Melinda Henneberger wrote and published a column in the National Catholic Reporter back in December 5, 2018 on her reasons for leaving the Catholic Church. She (and many of us) felt a crisis of conscious over the McGarrick revelations and the unfolding knowledge of our church’s continuing sex abuse scandal and coverup.
I shared her pain and her anger and frustration, as so many of us Catholics did, upon hearing the unwelcome news. I wrote this response at the time, mostly for my own healing. I share it here in the hope that it touches other hearts that have been broken by this terrible tragedy.
First and foremost, I want to tell you how grateful I am for your column in NCR. I’ve been avoiding organizing my own thoughts, even as I’ve known I would have to do so eventually. Your column provided a helpful catalyst.
My heart hurt for you, as it does for all of us, as I read your piece. Our hearts have been shattered by this evil…most especially for the first order victims and their families. Their pain is paramount. But, all of us who love the church are experiencing our own personal crises.

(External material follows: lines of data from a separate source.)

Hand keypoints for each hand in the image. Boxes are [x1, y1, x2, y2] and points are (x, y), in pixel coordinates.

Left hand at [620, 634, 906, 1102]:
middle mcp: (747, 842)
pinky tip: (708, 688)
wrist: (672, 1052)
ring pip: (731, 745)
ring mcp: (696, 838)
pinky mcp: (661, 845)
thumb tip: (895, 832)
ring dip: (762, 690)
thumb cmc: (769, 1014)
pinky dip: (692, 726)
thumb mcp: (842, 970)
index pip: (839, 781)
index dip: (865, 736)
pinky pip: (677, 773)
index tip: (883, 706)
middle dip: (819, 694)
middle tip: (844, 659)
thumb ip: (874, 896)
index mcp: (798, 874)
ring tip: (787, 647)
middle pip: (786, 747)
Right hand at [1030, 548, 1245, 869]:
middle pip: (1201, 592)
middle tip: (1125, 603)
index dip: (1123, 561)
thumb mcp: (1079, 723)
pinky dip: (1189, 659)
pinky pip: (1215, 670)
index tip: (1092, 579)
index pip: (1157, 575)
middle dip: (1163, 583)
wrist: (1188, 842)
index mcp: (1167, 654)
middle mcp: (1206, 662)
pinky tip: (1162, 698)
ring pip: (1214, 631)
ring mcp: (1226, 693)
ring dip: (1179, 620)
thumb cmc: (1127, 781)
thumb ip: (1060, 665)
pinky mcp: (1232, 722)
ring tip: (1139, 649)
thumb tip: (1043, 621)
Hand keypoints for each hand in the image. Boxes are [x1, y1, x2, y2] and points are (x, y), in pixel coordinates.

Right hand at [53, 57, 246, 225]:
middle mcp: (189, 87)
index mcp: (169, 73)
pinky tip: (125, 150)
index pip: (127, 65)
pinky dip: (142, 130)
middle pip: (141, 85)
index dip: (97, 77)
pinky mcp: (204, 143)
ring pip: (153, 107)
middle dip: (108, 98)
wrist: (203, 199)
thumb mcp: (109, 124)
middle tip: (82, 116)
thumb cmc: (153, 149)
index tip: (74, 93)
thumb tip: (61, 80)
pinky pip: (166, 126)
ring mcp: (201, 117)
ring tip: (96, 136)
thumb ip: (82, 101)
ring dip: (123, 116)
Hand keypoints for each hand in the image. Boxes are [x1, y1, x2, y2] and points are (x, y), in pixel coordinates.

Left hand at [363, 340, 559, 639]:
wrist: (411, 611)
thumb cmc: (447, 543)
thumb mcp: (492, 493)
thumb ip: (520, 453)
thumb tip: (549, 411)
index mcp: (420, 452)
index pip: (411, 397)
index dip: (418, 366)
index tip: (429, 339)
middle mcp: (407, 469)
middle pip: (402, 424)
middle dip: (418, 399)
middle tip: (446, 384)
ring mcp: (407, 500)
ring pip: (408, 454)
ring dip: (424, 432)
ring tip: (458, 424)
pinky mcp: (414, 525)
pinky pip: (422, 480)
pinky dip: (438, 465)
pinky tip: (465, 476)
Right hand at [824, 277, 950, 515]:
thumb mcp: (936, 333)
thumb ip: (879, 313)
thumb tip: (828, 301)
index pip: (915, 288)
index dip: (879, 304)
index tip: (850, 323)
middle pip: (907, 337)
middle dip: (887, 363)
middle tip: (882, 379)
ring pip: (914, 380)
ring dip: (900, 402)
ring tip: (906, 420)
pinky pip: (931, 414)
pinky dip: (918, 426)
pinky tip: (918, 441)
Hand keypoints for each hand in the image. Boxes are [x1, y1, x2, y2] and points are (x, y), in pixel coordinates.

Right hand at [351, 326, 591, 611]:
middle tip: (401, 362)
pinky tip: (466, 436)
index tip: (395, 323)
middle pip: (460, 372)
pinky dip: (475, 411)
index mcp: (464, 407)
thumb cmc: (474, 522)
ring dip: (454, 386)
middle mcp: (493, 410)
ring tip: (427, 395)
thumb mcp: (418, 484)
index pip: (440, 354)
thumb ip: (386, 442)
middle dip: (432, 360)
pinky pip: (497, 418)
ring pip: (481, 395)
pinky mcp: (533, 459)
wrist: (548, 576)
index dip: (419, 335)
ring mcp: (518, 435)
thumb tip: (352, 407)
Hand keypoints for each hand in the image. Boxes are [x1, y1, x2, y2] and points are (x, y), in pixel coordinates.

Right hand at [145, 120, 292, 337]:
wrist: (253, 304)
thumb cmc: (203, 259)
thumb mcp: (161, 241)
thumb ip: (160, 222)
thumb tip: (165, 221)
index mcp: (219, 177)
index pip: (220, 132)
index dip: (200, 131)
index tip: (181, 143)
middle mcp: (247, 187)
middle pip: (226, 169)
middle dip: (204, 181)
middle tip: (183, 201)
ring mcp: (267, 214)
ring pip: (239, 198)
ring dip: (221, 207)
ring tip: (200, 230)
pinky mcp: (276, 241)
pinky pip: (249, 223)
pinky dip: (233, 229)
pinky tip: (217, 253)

I’ve recently been trying to understand and live better our church’s teaching on how to be blessed by the pain and challenges given to each of us. To somehow recognize and be blessed more deeply by His grace that attends painful times.
So, it was in this frame of mind that I prayed for you and for our church this morning. I asked God how my heart should respond to your decision to leave. Is it a signal for all of us to fragment? To exercise Rod Dreher’s “Benedict Option”?
If not, how best do I respond? To the obvious corruption that has so gripped our beautiful teachings? To my own confusion and distress? How can I possibly be blessed by the knowledge of this terrible travesty that too many of our church fathers have allowed or enabled … or worse?
And, as I felt emotion well up inside me, I saw Our Lord in Gethsemane as Christ shed His tears of blood. I heard as His words from Sermon on the Mount rang out:
Blessed are the poor in spirit, for theirs is the kingdom of heaven.
Blessed are they who mourn, for they will be comforted.
Blessed are they who hunger and thirst for righteousness, for they will be satisfied.
Blessed are they who are persecuted for the sake of righteousness, for theirs is the kingdom of heaven.
And I looked on at Calvary as He hung in pain on the cross. I heard Him tell Dismis, the good thief, “you will be with me today in heaven.”
Then He gave His beloved disciple and all of us into HIs mother’s care to wait for Him until His return. Mother Mary will comfort each of us, if we allow her to embrace us.
For my own part, as a sinner who wandered and wondered for far too many years before finding the Catholic Church, before being allowed to join in the joyful celebration feast, before being fed and formed by the church’s teaching, before experiencing the warmth and abundance of our Blessed Mother’s embrace, before knowing how or even why I should want to walk with our Lord as He lived and died for us and for our salvation, I have opted to continue to receive and be fed by the Holy Eucharist and, as often as I can, to sit with our Lord in adoration and to pray our Holy Mother’s Rosary .
Is He really present in the host as Catholic teaching says? Can He only be present through the word and exhortation of priests ordained in apostolic succession from Peter? I was told once, ‘It’s a Mystery. We have to leave room for the mystery.’ So, is it true? I don’t know….mysteries, by definition, mysterious. But I do have faith. I believe based on my own personal experience and based on knowledge from the Holy Spirit within me, and my belief comforts me.
I’ve opted to stay — where else can we go, Lord? — and to wait (as much as possible) in joy-filled anticipation of His beautiful face. I know He will come one day and sort us all out. He will cleanse and purify, again and again, each of us and His Church Bride on Earth.
In the meantime I give thanks that you and I and other believers have already been given the end of the story. We know that the sweet incense that fills our beautiful sanctuaries throughout the world will not be overwhelmed by the sin and corruption of Satan’s smoke.
Those priests and bishops will not win, who, through their acts or their inaction, have caused your crisis of communion with the church. Theirs will be a terrible fate.
I pray your mourning for our church blesses you and that you allow Him to walk with you and to comfort you as you wander for a time in the desert. And when it is time, I pray you will again find a comfortable place at His table where we will all rejoice as one church in Christ, where we will all rejoice that we who have gone lost are once again found.
In the meantime I pray He blesses you richly and continuously on your journey.